COMPUTING II: PROJECT F (00/01)

Planetary motion: how "square" is the inverse square law?

Kepler’s laws of planetary motion, although formulated almost a century before Newton developed his law of gravitation, are a direct consequence of the inverse square law for the gravitational force. In this project you will write a C program to simulate the motion of a planet around the Sun and show that stable orbits are possible only for a 1/r2 dependence. (See Chapter 4 of Giordano.)

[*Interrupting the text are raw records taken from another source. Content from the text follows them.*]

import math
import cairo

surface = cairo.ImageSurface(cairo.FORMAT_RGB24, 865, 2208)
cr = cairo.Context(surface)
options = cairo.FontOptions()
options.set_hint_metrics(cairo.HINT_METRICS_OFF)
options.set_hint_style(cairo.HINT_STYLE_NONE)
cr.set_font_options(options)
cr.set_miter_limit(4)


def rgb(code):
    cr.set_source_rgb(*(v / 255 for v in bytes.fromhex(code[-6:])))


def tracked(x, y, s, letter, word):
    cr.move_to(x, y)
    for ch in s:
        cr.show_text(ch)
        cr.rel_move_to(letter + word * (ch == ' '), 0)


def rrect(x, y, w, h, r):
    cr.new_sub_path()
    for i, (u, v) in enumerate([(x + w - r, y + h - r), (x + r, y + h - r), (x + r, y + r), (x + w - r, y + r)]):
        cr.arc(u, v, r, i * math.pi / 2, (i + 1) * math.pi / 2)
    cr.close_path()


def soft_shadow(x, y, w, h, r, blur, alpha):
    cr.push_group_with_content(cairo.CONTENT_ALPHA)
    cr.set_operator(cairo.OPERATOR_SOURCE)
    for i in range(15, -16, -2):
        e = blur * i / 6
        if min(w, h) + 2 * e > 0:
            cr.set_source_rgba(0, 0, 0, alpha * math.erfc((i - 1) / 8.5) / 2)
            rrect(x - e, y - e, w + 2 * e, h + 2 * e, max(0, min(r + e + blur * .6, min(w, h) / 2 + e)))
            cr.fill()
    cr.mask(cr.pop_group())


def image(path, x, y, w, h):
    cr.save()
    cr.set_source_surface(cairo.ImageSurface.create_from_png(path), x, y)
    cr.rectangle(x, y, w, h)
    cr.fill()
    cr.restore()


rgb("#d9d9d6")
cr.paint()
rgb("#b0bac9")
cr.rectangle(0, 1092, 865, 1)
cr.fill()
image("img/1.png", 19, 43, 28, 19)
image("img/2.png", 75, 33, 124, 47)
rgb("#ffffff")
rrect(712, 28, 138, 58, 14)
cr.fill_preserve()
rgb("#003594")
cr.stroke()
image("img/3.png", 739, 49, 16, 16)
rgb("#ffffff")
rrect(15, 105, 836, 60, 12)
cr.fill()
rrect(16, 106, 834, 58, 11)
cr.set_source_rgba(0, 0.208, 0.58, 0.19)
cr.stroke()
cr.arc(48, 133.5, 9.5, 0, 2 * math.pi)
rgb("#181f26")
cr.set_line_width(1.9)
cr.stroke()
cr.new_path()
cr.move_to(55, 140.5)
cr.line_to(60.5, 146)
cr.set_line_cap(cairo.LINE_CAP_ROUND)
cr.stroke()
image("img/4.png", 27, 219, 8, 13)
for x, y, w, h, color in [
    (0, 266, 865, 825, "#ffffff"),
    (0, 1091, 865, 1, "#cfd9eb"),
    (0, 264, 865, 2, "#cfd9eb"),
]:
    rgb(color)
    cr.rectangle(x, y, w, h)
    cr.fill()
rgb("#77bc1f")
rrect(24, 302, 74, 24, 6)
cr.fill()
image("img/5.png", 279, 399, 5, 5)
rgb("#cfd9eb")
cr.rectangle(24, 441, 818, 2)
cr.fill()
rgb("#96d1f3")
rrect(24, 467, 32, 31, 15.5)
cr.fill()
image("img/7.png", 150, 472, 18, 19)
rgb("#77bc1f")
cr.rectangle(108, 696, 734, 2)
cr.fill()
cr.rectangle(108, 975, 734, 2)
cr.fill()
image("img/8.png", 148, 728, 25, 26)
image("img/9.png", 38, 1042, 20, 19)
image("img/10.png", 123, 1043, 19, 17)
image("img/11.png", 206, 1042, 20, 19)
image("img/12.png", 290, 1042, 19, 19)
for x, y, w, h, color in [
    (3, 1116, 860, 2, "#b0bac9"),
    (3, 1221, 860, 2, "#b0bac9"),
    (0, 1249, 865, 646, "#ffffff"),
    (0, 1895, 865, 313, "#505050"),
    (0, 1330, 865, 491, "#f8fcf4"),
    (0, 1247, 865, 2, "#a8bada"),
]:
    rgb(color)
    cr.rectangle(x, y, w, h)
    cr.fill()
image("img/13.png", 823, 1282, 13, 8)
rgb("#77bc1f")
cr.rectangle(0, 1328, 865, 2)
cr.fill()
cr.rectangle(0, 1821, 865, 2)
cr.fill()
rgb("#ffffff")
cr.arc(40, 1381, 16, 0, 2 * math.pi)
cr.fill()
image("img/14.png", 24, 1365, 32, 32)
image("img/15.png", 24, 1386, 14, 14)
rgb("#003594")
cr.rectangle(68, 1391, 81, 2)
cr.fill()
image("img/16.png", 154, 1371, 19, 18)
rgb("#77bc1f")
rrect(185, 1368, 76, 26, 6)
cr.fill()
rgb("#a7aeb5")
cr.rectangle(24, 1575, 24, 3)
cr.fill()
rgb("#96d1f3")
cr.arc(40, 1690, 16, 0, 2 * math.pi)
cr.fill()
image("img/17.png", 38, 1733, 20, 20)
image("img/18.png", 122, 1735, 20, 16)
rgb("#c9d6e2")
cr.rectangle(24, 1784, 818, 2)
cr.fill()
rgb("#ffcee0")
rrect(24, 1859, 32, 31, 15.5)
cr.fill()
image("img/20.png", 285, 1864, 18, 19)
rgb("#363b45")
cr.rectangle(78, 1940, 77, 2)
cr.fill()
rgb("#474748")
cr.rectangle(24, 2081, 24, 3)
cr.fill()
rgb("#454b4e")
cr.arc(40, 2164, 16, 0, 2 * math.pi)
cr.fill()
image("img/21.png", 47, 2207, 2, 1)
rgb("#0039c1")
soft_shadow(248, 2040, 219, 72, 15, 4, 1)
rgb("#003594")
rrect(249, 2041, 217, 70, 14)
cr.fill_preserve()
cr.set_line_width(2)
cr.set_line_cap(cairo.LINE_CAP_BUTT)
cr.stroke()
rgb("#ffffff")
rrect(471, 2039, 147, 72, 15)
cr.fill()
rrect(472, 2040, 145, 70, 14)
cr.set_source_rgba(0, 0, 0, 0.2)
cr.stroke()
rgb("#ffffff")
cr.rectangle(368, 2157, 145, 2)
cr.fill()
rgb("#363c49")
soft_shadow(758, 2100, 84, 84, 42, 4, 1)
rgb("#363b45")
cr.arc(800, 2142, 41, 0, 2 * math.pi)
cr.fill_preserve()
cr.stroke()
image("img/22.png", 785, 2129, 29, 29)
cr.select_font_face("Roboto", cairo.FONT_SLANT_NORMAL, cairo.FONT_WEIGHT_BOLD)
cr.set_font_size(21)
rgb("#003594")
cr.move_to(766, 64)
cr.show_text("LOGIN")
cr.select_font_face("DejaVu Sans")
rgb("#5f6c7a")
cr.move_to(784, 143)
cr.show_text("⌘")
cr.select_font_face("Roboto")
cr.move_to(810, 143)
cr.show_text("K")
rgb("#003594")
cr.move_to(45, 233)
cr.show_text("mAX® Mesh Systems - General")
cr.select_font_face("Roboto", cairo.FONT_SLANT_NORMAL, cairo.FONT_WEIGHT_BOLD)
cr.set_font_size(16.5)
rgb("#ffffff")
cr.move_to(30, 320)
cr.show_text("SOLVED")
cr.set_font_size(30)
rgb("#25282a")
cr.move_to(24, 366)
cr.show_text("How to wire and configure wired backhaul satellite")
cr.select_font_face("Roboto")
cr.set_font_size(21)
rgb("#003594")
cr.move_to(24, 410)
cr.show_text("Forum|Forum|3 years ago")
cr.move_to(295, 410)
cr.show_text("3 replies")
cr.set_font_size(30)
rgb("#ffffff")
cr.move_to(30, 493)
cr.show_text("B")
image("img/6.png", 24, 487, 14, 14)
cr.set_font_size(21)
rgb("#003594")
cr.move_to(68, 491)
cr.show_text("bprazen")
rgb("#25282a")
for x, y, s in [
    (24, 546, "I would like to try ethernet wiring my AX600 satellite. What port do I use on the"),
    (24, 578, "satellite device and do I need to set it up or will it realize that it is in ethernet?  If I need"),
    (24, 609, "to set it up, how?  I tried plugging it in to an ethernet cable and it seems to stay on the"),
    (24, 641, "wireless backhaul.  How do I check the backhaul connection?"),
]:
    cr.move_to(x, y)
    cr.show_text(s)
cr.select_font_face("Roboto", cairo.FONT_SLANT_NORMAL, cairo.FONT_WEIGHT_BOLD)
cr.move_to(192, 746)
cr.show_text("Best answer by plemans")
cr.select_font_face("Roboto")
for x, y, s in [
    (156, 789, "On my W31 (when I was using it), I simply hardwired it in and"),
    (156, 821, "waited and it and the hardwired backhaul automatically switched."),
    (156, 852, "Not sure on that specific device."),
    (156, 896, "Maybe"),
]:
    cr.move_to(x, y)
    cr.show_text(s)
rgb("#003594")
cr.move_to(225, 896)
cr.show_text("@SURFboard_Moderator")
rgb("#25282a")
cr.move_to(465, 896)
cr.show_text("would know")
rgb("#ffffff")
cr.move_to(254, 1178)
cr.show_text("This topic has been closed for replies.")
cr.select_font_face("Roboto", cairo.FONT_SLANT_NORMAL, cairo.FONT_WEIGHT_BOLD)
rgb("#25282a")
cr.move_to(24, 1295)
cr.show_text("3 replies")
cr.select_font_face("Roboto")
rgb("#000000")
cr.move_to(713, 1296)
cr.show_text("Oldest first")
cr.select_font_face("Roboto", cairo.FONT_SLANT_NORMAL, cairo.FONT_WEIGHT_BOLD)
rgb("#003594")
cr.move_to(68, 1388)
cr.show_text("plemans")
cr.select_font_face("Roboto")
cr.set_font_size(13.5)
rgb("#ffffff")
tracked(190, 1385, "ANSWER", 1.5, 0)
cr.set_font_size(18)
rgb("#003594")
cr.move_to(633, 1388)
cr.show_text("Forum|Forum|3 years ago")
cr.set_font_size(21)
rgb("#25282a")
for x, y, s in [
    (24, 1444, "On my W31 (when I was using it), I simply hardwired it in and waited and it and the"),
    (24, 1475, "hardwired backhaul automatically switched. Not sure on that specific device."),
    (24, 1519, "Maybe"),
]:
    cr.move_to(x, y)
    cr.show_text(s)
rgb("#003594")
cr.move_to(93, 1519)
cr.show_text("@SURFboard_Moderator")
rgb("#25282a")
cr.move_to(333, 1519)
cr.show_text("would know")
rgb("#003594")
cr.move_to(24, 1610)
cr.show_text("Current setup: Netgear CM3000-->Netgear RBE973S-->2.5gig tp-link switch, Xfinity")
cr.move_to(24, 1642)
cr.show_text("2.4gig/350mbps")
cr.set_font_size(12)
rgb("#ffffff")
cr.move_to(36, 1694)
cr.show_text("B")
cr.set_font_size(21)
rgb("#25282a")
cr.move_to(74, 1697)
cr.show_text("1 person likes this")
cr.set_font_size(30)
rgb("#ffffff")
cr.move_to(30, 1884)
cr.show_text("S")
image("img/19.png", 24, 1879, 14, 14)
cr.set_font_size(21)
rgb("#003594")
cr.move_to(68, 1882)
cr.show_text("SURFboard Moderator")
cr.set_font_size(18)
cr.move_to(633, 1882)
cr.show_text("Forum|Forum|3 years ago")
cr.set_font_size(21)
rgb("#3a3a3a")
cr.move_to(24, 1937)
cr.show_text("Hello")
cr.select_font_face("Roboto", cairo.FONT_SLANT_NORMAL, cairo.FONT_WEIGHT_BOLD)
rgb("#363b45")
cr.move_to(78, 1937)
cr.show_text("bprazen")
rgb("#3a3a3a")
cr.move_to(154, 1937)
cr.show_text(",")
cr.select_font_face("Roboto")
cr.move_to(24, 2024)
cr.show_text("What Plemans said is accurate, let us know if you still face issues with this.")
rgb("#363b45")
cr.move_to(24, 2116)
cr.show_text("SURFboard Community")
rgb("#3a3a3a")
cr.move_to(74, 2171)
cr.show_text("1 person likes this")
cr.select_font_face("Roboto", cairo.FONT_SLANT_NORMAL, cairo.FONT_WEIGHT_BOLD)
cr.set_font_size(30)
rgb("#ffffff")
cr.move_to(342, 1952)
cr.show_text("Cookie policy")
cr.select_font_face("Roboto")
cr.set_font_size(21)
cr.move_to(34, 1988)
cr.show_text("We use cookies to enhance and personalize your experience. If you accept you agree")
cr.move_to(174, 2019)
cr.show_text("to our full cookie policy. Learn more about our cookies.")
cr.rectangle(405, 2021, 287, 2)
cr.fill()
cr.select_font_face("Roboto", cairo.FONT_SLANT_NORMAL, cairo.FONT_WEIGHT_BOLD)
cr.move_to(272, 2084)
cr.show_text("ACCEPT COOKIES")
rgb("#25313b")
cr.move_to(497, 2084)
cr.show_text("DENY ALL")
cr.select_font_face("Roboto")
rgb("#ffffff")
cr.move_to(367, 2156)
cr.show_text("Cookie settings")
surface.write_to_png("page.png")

Simulate the motion of the planet using the Euler-Cromer method (which differs only slightly from Euler’s method - see lab. session 3) to solve the differential equations that determine the position of the planet as a function of time (see Chapter 4 of Giordano). Your program should "trace out" the orbit of the planet. An appropriate choice of units will make production of the animation much simpler. Calculate the total energy and angular momentum of the planet as it moves through its orbit. For the Euler-Cromer method too large a time step will not produce satisfactory results (although, using the Euler-Cromer method, there may be some oscillatory behaviour in the total energy during an orbit, the total energy should be conserved from orbit to orbit). Modify the force law in your program so that instead of an inverse square dependence, the force is dependent on r -2.5 . What happens to the orbit of the planet? Try other values for the power to which r is raised.